Cita un messaggio: "Quale sostanza per far dormire questa principessa e stuprarla?" con tanto di foto. Un altro: "Mia sorella finalmente è completamente priva di sensi". A seguire: “Non è stupro se non sa che è successo”, “A volte fantastico sul drogarla e portare uomini a casa che abusino di lei”, "Adesso è ubriaca da morire e le do dei sonniferi. Spero che presto mi divertirò un po'".

 

Questi gruppi non nascono dal nulla. Sono il risultato di una cultura che giustifica e rende invisibile la violenza contro le donne, che consente e normalizza atteggiamenti sconcertanti.
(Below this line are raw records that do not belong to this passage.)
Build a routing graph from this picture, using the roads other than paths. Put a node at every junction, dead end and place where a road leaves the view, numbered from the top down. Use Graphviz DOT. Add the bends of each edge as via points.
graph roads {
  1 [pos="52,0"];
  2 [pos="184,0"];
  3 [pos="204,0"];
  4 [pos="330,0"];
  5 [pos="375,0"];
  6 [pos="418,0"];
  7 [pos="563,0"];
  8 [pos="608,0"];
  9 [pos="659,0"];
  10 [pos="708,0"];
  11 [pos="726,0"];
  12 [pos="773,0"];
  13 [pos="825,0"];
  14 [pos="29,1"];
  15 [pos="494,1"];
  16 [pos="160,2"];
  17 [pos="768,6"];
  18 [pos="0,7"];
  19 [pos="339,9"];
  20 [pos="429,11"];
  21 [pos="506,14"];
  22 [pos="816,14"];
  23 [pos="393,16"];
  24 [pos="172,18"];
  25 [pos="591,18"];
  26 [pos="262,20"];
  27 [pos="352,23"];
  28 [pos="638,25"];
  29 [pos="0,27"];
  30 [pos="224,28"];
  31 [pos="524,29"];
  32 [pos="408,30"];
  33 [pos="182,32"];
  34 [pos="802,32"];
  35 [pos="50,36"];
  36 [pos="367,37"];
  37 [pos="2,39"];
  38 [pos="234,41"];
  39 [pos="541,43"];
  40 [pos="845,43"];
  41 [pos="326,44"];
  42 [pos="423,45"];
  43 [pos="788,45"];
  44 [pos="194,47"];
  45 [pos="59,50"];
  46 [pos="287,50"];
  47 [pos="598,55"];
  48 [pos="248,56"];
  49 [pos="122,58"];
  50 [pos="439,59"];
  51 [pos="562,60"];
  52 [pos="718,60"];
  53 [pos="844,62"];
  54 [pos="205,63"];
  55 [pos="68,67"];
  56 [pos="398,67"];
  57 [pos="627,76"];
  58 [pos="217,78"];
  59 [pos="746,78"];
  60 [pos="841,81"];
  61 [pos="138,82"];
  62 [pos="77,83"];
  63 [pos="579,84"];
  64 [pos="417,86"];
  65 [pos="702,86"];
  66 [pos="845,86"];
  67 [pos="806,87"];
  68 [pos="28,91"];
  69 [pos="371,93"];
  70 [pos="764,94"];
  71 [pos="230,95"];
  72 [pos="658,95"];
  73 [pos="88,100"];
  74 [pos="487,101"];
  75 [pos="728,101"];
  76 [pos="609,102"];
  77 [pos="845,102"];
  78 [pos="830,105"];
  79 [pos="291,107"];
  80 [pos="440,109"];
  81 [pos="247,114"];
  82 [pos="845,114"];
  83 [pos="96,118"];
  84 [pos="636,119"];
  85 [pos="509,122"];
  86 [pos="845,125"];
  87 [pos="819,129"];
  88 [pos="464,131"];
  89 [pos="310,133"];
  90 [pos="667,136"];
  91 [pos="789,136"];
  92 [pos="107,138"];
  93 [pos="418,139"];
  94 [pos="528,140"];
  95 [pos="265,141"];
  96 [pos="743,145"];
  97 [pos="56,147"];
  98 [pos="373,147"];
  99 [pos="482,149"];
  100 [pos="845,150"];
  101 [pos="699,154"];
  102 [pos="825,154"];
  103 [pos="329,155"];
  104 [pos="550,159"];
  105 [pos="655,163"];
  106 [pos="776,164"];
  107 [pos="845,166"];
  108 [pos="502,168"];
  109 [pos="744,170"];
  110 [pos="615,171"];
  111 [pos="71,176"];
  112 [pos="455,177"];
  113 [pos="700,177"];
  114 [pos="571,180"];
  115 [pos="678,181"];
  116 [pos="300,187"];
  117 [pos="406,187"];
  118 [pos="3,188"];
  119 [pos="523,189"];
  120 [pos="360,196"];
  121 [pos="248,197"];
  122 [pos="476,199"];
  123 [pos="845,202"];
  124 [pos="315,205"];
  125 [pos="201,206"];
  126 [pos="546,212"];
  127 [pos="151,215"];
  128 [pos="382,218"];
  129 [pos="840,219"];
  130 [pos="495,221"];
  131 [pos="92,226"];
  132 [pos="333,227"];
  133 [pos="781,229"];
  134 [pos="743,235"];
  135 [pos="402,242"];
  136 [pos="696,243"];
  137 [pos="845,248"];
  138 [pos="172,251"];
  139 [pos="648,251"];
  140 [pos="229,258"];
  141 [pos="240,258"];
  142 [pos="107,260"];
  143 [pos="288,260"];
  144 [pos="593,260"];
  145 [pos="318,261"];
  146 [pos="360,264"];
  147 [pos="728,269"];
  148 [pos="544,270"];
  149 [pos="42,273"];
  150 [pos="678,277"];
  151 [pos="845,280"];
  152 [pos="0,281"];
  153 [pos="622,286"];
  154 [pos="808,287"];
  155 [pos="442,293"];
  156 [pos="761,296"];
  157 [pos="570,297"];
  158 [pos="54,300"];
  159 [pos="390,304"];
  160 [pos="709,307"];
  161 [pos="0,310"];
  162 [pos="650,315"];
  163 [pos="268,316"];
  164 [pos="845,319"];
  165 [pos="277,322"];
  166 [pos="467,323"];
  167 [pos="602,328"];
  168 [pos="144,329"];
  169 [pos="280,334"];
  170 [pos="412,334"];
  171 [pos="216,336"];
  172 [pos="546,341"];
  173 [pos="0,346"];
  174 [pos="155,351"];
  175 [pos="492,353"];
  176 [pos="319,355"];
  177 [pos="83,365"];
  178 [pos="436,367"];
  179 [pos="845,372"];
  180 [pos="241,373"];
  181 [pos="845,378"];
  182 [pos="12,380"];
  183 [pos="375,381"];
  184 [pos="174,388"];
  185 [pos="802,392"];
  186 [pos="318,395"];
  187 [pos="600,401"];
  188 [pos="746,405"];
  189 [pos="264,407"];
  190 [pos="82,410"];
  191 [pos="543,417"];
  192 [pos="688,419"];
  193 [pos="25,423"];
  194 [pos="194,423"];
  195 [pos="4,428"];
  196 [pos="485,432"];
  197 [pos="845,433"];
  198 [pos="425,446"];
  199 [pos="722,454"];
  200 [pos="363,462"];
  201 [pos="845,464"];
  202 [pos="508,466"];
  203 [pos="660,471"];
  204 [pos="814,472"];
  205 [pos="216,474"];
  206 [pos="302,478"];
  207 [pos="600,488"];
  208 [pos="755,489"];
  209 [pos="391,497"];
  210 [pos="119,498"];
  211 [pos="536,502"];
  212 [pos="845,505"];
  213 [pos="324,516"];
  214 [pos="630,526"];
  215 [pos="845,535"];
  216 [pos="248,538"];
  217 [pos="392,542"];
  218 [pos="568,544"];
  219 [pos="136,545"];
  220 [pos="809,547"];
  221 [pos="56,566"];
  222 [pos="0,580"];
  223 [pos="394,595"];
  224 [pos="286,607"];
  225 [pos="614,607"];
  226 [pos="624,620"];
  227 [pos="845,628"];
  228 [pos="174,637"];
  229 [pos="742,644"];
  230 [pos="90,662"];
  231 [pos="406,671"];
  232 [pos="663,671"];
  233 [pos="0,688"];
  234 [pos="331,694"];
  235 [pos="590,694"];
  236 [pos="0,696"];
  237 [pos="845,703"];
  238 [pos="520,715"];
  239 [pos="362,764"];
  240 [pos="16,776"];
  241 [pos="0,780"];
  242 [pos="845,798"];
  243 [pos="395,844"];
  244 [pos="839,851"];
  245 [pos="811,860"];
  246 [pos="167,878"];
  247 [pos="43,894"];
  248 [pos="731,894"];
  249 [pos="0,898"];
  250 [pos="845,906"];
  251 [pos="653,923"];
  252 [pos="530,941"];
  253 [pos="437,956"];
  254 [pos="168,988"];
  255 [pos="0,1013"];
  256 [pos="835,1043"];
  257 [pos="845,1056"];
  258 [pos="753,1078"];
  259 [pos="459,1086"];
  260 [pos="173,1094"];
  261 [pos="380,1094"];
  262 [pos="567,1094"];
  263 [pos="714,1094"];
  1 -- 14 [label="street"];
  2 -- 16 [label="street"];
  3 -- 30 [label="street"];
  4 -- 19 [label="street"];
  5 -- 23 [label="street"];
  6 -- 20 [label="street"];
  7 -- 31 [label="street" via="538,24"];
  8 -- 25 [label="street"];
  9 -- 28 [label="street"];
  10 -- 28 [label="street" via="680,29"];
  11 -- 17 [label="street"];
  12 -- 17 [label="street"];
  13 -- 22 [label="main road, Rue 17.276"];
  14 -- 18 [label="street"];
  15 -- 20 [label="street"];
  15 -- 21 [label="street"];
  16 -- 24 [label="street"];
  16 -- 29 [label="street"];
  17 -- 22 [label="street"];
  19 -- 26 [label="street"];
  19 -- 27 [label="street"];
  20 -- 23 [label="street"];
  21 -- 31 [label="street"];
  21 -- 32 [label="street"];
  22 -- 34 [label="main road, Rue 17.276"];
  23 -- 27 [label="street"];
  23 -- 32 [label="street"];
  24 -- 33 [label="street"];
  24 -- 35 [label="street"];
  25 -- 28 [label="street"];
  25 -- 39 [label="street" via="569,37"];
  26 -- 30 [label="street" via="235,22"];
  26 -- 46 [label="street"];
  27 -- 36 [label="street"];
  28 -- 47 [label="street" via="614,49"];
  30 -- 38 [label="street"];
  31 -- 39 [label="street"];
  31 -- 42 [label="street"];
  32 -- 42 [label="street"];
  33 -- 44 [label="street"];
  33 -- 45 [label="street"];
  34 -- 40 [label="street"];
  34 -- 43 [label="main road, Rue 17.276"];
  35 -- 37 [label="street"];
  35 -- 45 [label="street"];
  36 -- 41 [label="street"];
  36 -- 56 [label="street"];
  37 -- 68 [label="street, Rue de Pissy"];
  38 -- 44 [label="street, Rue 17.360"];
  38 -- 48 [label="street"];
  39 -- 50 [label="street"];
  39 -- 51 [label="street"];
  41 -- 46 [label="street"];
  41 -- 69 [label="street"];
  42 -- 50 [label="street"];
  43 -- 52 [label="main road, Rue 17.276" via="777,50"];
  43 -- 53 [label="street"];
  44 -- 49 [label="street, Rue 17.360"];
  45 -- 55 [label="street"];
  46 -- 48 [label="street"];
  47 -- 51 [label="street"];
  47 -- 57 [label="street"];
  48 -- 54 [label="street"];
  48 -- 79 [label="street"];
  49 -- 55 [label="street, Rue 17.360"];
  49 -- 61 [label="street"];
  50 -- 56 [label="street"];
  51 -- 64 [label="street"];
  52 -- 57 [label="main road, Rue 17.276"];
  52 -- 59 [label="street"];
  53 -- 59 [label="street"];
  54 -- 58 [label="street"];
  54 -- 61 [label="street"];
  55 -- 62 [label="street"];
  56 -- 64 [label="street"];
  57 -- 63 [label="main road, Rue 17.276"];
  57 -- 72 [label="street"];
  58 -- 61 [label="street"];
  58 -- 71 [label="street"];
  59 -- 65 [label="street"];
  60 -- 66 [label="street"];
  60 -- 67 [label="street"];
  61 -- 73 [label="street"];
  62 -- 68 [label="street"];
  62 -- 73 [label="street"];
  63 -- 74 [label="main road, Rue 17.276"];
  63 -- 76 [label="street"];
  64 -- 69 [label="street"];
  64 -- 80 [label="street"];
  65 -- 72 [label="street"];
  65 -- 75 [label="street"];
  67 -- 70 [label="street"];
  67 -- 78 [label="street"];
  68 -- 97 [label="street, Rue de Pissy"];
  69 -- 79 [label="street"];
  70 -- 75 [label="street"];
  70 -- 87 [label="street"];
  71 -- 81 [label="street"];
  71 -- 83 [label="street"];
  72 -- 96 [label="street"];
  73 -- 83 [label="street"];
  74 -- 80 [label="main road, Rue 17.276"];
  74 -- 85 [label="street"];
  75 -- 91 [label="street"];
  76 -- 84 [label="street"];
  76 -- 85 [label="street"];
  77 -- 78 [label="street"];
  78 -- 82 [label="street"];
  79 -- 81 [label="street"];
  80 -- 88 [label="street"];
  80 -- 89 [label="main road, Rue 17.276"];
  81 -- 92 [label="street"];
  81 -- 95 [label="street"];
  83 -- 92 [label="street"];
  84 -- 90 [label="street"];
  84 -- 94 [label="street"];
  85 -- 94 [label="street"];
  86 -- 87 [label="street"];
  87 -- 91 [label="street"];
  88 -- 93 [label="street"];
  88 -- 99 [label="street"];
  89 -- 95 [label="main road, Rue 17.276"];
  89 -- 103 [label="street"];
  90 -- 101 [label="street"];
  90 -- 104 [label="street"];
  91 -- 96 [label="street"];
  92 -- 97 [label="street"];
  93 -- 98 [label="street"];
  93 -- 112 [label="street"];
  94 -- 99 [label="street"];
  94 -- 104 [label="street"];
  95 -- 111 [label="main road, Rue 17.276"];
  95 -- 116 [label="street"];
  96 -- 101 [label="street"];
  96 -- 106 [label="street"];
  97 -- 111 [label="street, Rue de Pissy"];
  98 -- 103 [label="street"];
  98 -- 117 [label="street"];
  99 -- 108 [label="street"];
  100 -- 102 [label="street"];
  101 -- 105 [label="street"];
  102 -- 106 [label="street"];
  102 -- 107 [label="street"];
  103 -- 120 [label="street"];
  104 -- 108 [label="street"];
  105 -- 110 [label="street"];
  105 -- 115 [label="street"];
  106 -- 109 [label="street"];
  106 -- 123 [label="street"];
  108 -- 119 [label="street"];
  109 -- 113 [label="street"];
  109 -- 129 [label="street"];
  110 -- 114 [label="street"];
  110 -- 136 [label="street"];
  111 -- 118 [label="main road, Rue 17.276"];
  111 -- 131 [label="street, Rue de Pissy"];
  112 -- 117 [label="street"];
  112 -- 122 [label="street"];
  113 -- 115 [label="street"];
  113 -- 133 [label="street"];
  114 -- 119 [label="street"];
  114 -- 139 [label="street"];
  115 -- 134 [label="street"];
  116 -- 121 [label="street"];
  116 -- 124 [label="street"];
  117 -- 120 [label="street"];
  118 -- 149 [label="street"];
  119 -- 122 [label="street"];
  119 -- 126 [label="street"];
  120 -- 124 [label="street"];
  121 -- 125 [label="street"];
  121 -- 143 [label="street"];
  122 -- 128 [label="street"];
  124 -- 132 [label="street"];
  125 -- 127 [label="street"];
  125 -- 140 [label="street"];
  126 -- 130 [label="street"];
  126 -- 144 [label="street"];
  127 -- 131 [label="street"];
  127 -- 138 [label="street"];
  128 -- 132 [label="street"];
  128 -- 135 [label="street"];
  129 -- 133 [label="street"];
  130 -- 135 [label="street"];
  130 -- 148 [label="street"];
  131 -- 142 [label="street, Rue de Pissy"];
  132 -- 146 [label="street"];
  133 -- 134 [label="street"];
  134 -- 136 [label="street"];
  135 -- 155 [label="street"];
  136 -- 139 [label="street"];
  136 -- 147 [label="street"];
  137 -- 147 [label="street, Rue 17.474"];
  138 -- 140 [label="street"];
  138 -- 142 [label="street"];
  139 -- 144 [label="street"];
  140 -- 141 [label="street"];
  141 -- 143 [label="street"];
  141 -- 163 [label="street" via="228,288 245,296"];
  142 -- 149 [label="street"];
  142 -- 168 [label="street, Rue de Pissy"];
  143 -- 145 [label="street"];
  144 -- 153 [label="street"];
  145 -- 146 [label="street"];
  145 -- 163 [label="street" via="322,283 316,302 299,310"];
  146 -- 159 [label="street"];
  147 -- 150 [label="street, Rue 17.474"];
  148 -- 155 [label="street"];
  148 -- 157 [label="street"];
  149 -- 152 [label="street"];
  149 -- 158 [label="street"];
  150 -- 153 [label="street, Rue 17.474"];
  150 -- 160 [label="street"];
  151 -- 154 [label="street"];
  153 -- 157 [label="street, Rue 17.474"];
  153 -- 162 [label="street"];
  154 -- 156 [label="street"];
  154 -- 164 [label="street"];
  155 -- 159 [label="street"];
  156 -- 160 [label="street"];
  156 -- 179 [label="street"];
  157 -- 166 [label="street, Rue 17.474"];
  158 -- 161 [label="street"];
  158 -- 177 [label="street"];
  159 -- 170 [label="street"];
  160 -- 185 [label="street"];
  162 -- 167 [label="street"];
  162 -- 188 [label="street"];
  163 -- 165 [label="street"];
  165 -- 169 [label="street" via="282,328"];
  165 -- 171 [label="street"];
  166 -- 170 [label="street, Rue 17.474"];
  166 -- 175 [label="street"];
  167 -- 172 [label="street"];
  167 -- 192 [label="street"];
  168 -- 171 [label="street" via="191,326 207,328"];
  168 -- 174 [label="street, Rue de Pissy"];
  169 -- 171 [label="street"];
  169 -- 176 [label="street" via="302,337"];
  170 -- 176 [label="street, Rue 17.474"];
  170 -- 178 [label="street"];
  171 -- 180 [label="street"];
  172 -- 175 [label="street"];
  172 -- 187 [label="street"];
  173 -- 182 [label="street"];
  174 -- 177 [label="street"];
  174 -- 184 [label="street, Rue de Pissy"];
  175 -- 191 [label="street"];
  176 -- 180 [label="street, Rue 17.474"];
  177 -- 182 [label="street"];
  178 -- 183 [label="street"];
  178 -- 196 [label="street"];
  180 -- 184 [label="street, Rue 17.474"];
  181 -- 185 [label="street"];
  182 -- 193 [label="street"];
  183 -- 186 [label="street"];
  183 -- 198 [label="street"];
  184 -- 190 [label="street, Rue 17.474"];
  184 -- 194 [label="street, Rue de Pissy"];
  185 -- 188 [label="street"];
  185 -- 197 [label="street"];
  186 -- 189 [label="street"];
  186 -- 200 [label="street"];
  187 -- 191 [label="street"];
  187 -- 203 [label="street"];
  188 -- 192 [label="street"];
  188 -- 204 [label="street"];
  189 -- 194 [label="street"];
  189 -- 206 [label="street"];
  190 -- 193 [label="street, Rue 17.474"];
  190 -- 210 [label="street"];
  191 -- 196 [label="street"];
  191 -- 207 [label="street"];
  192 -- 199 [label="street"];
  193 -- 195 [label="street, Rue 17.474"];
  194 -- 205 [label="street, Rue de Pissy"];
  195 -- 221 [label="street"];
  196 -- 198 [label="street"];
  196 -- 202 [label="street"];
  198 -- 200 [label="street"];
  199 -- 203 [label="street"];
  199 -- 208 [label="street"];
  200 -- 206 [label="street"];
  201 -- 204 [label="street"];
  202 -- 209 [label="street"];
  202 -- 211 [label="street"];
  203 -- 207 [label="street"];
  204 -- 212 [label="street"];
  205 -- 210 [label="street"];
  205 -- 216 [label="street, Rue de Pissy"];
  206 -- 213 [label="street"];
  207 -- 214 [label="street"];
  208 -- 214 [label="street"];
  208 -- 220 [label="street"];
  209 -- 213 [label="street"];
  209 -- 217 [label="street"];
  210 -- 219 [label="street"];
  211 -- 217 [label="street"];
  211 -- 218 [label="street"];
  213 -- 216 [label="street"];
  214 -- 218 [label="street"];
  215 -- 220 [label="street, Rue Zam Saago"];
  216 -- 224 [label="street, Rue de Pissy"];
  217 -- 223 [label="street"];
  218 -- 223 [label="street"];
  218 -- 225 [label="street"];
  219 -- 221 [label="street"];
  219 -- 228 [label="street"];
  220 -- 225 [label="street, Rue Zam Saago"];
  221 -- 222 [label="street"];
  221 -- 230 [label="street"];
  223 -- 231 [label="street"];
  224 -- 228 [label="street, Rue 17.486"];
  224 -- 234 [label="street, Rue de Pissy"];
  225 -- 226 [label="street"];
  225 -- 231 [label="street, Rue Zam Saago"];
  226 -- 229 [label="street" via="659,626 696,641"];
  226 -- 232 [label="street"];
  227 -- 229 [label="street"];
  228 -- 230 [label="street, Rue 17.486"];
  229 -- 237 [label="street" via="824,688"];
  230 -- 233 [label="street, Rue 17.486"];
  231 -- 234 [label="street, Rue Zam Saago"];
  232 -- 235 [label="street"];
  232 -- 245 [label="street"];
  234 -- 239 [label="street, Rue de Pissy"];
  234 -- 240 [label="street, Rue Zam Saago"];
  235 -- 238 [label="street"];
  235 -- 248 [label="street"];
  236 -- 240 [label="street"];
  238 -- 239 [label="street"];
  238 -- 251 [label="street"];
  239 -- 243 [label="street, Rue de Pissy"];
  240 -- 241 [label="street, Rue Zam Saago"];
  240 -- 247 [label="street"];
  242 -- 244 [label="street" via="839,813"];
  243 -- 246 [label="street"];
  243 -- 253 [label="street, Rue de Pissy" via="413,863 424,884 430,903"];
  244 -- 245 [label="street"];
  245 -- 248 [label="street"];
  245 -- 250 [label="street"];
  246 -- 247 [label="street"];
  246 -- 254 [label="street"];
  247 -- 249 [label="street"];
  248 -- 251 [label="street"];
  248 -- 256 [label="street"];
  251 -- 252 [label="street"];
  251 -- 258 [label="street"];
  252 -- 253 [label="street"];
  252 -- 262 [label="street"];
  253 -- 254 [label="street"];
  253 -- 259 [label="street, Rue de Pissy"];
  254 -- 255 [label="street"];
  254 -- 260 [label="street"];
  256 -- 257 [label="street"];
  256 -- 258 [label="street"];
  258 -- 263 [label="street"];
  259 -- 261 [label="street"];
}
Non si tratta di una decadenza morale, ma del riflesso di una struttura sociale che educa gli uomini a percepire le donne come oggetti e non come persone. 

 

 

All’interno di questa chat non vi era solo uno scambio di consigli ma anche la diffusione non consensuale di immagini e filmati intimi, una forma di violenza definita "revenge porn", che rappresenta uno dei punti apicali della cosiddetta Cultura dello stupro.

 

La “Cultura dello stupro” è un’espressione utilizzata dagli studi di genere e dai femminismi per descrivere una “cultura” nella quale non solo la violenza e gli abusi di genere sono molto diffusi, minimizzati e normalizzati, ma dove sono normalizzati e incoraggiati anche gli atteggiamenti e le pratiche che giustificano e sostengono quella violenza e che pretendono di avere il controllo sulla sessualità femminile.

 

L’origine dell’espressione “rape culture" è legata agli studi di genere e ai movimenti femministi degli anni Settanta. Una delle prime figure a trattare il concetto fu la scrittrice e giornalista Susan Brownmiller, che nel suo libro “Against Our Will: Men, Women, and Rape” (1975) introdusse l'idea di una "cultura solidale con lo stupro". Secondo Brownmiller, lo stupro non era solo un atto sessuale, ma un vero e proprio strumento di intimidazione, volto a mantenere le donne in uno stato di paura costante.

 

La sua analisi portò a una riflessione fondamentale: lo stupro non è un atto commesso da uomini che agiscono spinti da un desiderio sessuale irrefrenabile, ma piuttosto un mezzo per esercitare e consolidare il potere e il controllo sul corpo femminile.

 

Per Brownmiller, lo stupro rappresenta l'espressione più estrema di una dinamica di potere tra i sessi, radicata in una società patriarcale e misogina. La violenza sessuale non si limita alla vittima diretta, ma è l'indicatore di un sistema sociale che favorisce il dominio maschile e la sottomissione femminile.

 

Ciò che rende ancora più inquietante l’episodio di violenza sul web è l’indifferenza che sembra avvolgere la nostra società. La nostra reazione, troppo spesso, si limita a un’immediata indignazione di fronte alla singola notizia, ma a mancare è una riflessione più profonda e collettiva sulle radici di questi fenomeni. 

 

La violenza contro le donne e la cultura che legittima lo stupro non sono questioni che riguardano soltanto i colpevoli diretti di tali atti; si tratta di un problema che tocca ognuno di noi. Chi sceglie di dimenticare, chi non sviluppa una visione globale della questione e non si impegna concretamente per cambiare le cose, finisce per essere complice, in modo più o meno consapevole, di un sistema che continua a perpetuare disuguaglianza, discriminazione e sopraffazione.

 

Come scrisse la giornalista britannica Laurie Penny: «Non è necessario aver subìto uno stupro per subire le conseguenze della cultura dello stupro. Non è necessario essere uno stupratore seriale per perpetuare la cultura dello stupro. Non è necessario essere un convinto misogino per beneficiare della cultura dello stupro».